Your task - The expected result is every line of the records, printed exactly.

Supplied material -
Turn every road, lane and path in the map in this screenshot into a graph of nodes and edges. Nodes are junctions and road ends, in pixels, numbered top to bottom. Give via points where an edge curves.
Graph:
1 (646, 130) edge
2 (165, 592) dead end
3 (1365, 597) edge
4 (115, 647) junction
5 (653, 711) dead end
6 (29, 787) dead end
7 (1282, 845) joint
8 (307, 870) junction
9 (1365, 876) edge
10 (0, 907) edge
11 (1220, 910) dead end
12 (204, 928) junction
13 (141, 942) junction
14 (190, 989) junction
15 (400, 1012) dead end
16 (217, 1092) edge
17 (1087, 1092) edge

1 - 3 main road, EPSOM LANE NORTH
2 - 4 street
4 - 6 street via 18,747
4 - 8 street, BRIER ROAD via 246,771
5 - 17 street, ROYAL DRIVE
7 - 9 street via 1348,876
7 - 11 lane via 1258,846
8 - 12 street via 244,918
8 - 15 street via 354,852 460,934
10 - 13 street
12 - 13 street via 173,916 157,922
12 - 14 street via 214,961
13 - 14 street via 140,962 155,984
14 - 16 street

Answer below -
Turn every road, lane and path in the map in this screenshot into a graph of nodes and edges. Nodes are junctions and road ends, in pixels, numbered top to bottom. Give via points where an edge curves.
Graph:
1 (646, 130) edge
2 (165, 592) dead end
3 (1365, 597) edge
4 (115, 647) junction
5 (653, 711) dead end
6 (29, 787) dead end
7 (1282, 845) joint
8 (307, 870) junction
9 (1365, 876) edge
10 (0, 907) edge
11 (1220, 910) dead end
12 (204, 928) junction
13 (141, 942) junction
14 (190, 989) junction
15 (400, 1012) dead end
16 (217, 1092) edge
17 (1087, 1092) edge

1 - 3 main road, EPSOM LANE NORTH
2 - 4 street
4 - 6 street via 18,747
4 - 8 street, BRIER ROAD via 246,771
5 - 17 street, ROYAL DRIVE
7 - 9 street via 1348,876
7 - 11 lane via 1258,846
8 - 12 street via 244,918
8 - 15 street via 354,852 460,934
10 - 13 street
12 - 13 street via 173,916 157,922
12 - 14 street via 214,961
13 - 14 street via 140,962 155,984
14 - 16 street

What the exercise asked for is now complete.